Glossary
Activation Energy
The minimum amount of energy required for reactant molecules to collide effectively and transform into products.
Example:
A match needs a certain amount of friction to generate enough heat to overcome the activation energy and ignite the chemicals on its tip.
Average Rate
The change in concentration of a reactant or product over a specific, measurable time interval, calculated as the slope between two points on a concentration vs. time graph.
Example:
To find the average rate at which a reactant was consumed during the first 10 minutes of a reaction, you would calculate the change in its concentration over that 10-minute period.
Catalysts
Substances that increase the rate of a chemical reaction without being consumed, by providing an alternative reaction pathway with a lower activation energy.
Example:
The platinum in a car's catalytic converter acts as a catalyst, speeding up the conversion of harmful exhaust gases into less toxic substances.
Concentration
The amount of a substance present in a given volume of solution, often expressed in molarity (moles per liter).
Example:
Increasing the concentration of hydrogen peroxide in a solution will generally make it decompose faster, as there are more molecules available to react.
Equilibrium
A dynamic state in a reversible reaction where the rates of the forward and reverse reactions are equal, resulting in constant concentrations of reactants and products.
Example:
When a bottle of soda is sealed, the carbon dioxide dissolving into the liquid reaches equilibrium with the carbon dioxide escaping into the gas phase above the liquid.
Instantaneous Rate
The rate of a reaction at a particular moment in time, determined by the slope of the tangent line to the concentration vs. time curve at that specific point.
Example:
If you want to know the exact speed of a reaction precisely 5 seconds after it begins, you would determine its instantaneous rate at that moment.
Kinetics
The branch of chemistry that studies the rates of chemical reactions and the factors that influence their speed.
Example:
Understanding the kinetics of how quickly a drug breaks down in the body is crucial for determining its dosage and shelf life.
Pressure (Effect on Rate)
For gaseous reactions, increasing the pressure increases the concentration of gas molecules, leading to more frequent collisions and a faster reaction rate.
Example:
In industrial synthesis of ammonia (Haber-Bosch process), high pressure is used to increase the reaction rate between nitrogen and hydrogen gases.
Rate Law
An experimentally determined equation that expresses the relationship between the rate of a reaction and the concentrations of its reactants, often including a rate constant.
Example:
For the reaction A + B → C, a common rate law might be Rate = k[A]²[B], indicating how the initial concentrations affect the reaction speed.
Rate of Reaction
A measure of how quickly reactants are consumed or products are formed over a specific period, typically expressed as change in concentration per unit time.
Example:
If a chemical process produces 0.2 moles of product per liter every second, its rate of reaction is 0.2 M/s.

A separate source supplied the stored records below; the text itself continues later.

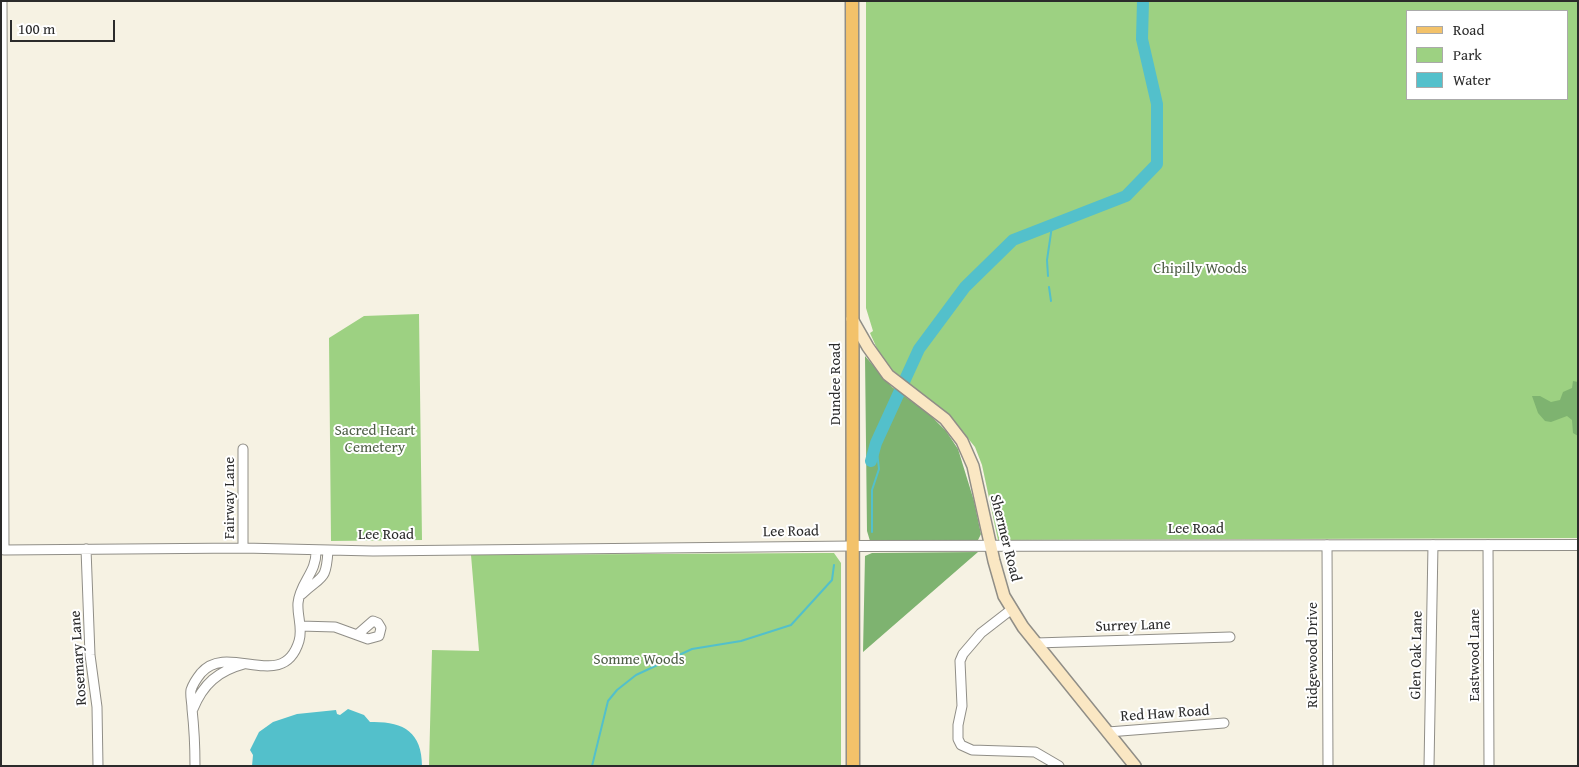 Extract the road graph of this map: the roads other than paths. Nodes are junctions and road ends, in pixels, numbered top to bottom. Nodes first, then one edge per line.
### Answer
1 (2, 1) edge
2 (852, 1) edge
3 (852, 319) junction
4 (243, 449) dead end
5 (990, 544) junction
6 (1327, 545) junction
7 (1433, 545) junction
8 (1488, 545) junction
9 (1578, 545) edge
10 (853, 546) junction
11 (243, 548) junction
12 (86, 549) junction
13 (316, 550) junction
14 (328, 551) junction
15 (300, 596) junction
16 (1012, 609) junction
17 (300, 626) junction
18 (357, 635) dead end
19 (1230, 637) dead end
20 (1036, 643) junction
21 (1224, 723) dead end
22 (1108, 732) junction
23 (98, 766) edge
24 (196, 766) edge
25 (853, 766) edge
26 (1059, 766) edge
27 (1135, 766) edge
28 (1328, 766) edge
29 (1429, 766) edge
30 (1489, 766) edge

1 - 12 street, Lee Road
2 - 3 main road, Dundee Road
3 - 5 main road, Shermer Road
3 - 10 main road, Dundee Road
4 - 11 street, Fairway Lane
5 - 6 street, Lee Road
5 - 10 street, Lee Road
5 - 16 main road, Shermer Road
6 - 7 street, Lee Road
6 - 28 street, Ridgewood Drive
7 - 8 street, Lee Road
7 - 29 street, Glen Oak Lane
8 - 9 street, Lee Road
8 - 30 street, Eastwood Lane
10 - 14 street, Lee Road
10 - 25 main road, Dundee Road
11 - 12 street, Lee Road
11 - 13 street, Lee Road
12 - 23 street, Rosemary Lane
13 - 14 street, Lee Road
13 - 15 street
14 - 15 street
15 - 17 street
16 - 20 main road, Shermer Road
16 - 26 street
17 - 18 street
17 - 24 street
19 - 20 street, Surrey Lane
20 - 22 main road, Shermer Road
21 - 22 street, Red Haw Road
22 - 27 main road, Shermer Road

Stoichiometry (and Reaction Rates)
The quantitative relationship between reactants and products in a balanced chemical equation, used to relate the rates of consumption and production of different chemical species.
Example:
In the reaction 2H₂ + O₂ → 2H₂O, stoichiometry dictates that hydrogen gas is consumed twice as fast as oxygen gas.
Surface Area (Effect on Rate)
The total exposed area of a solid reactant; increasing it provides more contact points for collisions, thereby increasing the reaction rate.
Example:
A finely powdered sugar cube dissolves much faster in water than a whole sugar cube because of its significantly larger surface area.
Temperature (Effect on Rate)
A measure of the average kinetic energy of molecules; increasing it generally increases reaction rates by leading to more frequent and energetic collisions.
Example:
Baking a cake at a higher temperature than recommended can cause it to cook too quickly or burn, as the chemical reactions proceed at an accelerated rate.